News   2024-06-02 22:55:23

Enough, already. No more jagged retro dance-punk from New York City, please. After Radio 4's Stealing Of A Nation, which shows how slavish reproduction curdles into artistic bankruptcy, the trend should be torpedoed. It didn't have to go this way. Radio 4 was one of the first of the new New York underground to revive the drone-disco of Public Image Ltd. and Gang Of Four, back in the dreary late '90s when embracing danceability and guitar echo marked a statement in and of itself. Now that defiance has become conformity, the staccato sounds of the past are best used as frames for the present, as The Rapture and The French Kicks have done on recent discs. Stealing Of A Nation, like !!!'s similarly vacant Louden Up Now, offers only flat polyrhythms, generic guitar stings, and non-specific complaints about the state of the modern world.

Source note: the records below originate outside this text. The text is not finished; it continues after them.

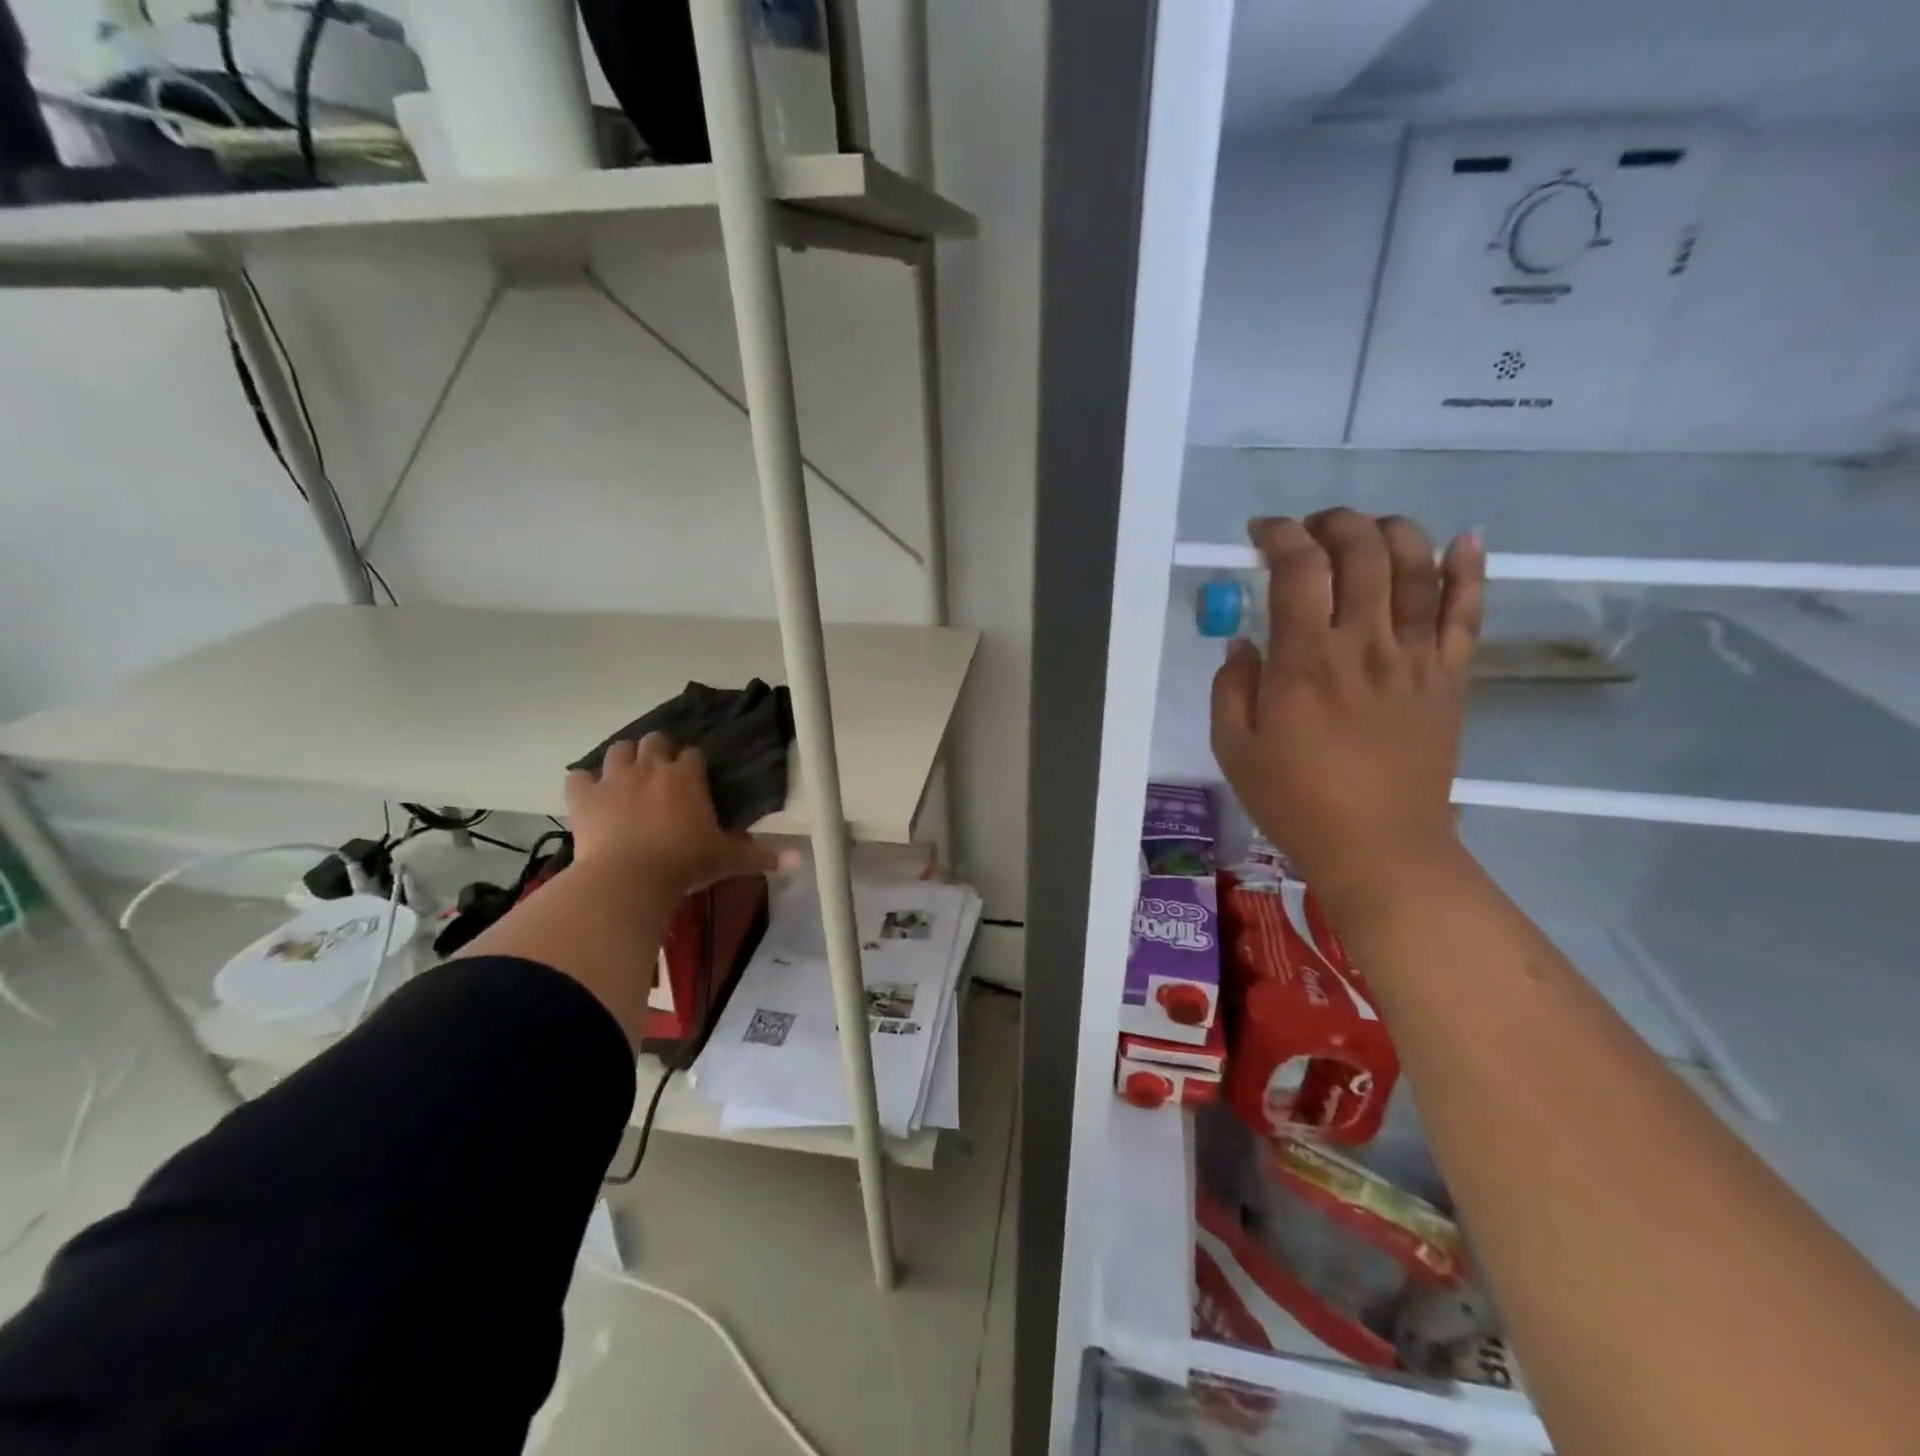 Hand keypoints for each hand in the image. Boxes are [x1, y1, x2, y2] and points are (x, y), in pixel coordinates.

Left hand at [564, 734, 779, 897]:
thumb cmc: (685, 864)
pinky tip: (591, 794)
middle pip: (656, 740)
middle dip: (660, 750)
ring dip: (625, 757)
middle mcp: (651, 766)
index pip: (694, 754)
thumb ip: (762, 856)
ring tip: (629, 775)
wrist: (629, 879)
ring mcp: (614, 778)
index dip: (694, 765)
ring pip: (619, 749)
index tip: (696, 780)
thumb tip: (801, 861)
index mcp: (688, 776)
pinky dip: (585, 782)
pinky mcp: (584, 796)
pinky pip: (578, 777)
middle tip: (663, 774)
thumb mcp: (728, 859)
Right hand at [1210, 511, 1486, 909]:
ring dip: (1391, 532)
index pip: (1298, 568)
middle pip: (1361, 551)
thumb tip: (1245, 642)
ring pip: (1416, 568)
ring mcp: (1415, 658)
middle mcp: (1364, 643)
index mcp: (1305, 660)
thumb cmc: (1295, 800)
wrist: (1378, 847)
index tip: (1261, 533)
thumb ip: (1231, 686)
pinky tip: (1463, 541)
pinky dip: (1468, 571)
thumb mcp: (1234, 747)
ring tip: (1368, 529)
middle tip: (1310, 530)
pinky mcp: (1450, 678)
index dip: (1279, 535)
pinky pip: (1466, 613)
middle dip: (1333, 522) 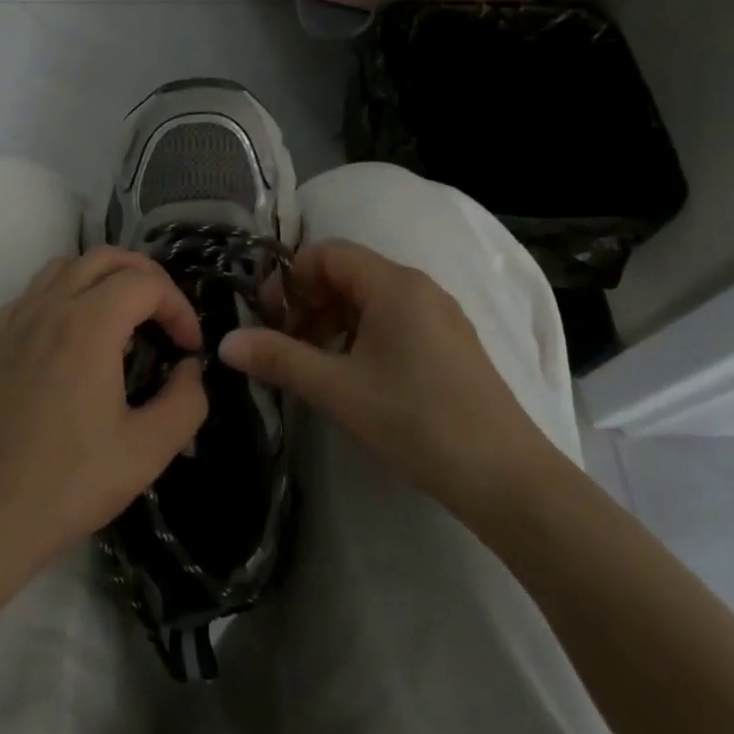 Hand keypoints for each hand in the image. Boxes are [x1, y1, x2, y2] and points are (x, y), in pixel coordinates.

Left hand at [0, 247, 209, 583]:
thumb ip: (186, 401)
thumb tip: (189, 369)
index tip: (188, 348)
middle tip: (165, 318)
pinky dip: (65, 293)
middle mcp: (49, 307)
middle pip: (106, 257)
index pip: (146, 283)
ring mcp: (15, 320)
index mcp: (88, 325)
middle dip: (146, 277)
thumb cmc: (67, 483)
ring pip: (67, 266)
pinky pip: (35, 292)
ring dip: (104, 278)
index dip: (178, 306)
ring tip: (125, 317)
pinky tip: (73, 335)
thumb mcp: (147, 451)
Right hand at [221, 240, 552, 518]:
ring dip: (332, 322)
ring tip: (315, 366)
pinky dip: (361, 336)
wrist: (508, 480)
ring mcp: (440, 316)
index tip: (269, 319)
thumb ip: (279, 359)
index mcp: (393, 284)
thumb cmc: (416, 420)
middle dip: (308, 303)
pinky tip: (353, 377)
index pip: (327, 253)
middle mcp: (418, 287)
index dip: (290, 279)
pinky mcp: (451, 344)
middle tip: (286, 345)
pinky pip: (394, 321)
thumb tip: (225, 342)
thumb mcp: (338, 389)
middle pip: (348, 274)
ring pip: (370, 300) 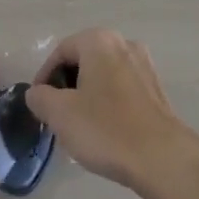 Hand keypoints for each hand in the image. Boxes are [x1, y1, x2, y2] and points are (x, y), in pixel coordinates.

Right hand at [24, 29, 198, 194]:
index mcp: (99, 41)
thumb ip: (40, 97)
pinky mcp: (156, 88)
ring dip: (87, 94)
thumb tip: (36, 93)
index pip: (61, 51)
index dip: (45, 77)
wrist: (162, 157)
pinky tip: (105, 129)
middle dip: (67, 85)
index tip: (39, 103)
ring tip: (79, 124)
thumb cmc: (106, 129)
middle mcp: (123, 43)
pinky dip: (108, 101)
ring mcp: (144, 64)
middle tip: (56, 114)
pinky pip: (122, 87)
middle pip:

Worst of all, the record lacks energy. Radio 4's last album, 2002's Gotham!, overcame its repetitive stretches by emphasizing sweat, but Stealing Of A Nation plays it damnably cool. The songs tend to rush straight ahead, with precision instrumentation and dispassionate yelping blending into flavorless mush. Only on a few songs—the thumping "Transmission," the choppy "Shake The Foundation," and especially the fluid, tuneful "Absolute Affirmation"—does Radio 4 transcend its exhausted shtick. Mostly, the album tries to prove the prediction of one of its duller tracks, "The Death Of American Radio."

The Portland indie-rockers in Viva Voce have a better handle on how copycatting should be done. Beginning in Nashville as a bass-driven post-punk act influenced by New Order and The Cure, Viva Voce expanded its style after moving cross-country. For the 2003 album Lovers, Lead The Way!, husband-and-wife bandleaders Kevin and Anita Robinson worked up broader indie-rock textures, exploring coo, jangle, garage psychedelia, and shuffling tempos. The group's new The Heat Can Melt Your Brain goes even further, becoming at times a practical encyclopedia of modern rock sounds. "The Center Of The Universe" hews so close to The Flaming Lips' twangy space-rock that it's practically a parody, while "Business Casual" sounds like every Lilys era crammed into one. "They Never Really Wake Up" is a dead ringer for Air, "The Lucky Ones" could be a lost Spinanes track, and more than a few songs possess a distinctly Pavement-like shagginess.

It's not a matter of Viva Voce being better than its contemporaries because its influences are better, so much as that they're more recent, and more affectionately deployed. The Robinsons are interested in carrying on the non-mainstream rock tradition of swapping styles and altering moods. Like Stealing Of A Nation, The Heat Can Melt Your Brain has its own defining song title: "Mixtape = Love."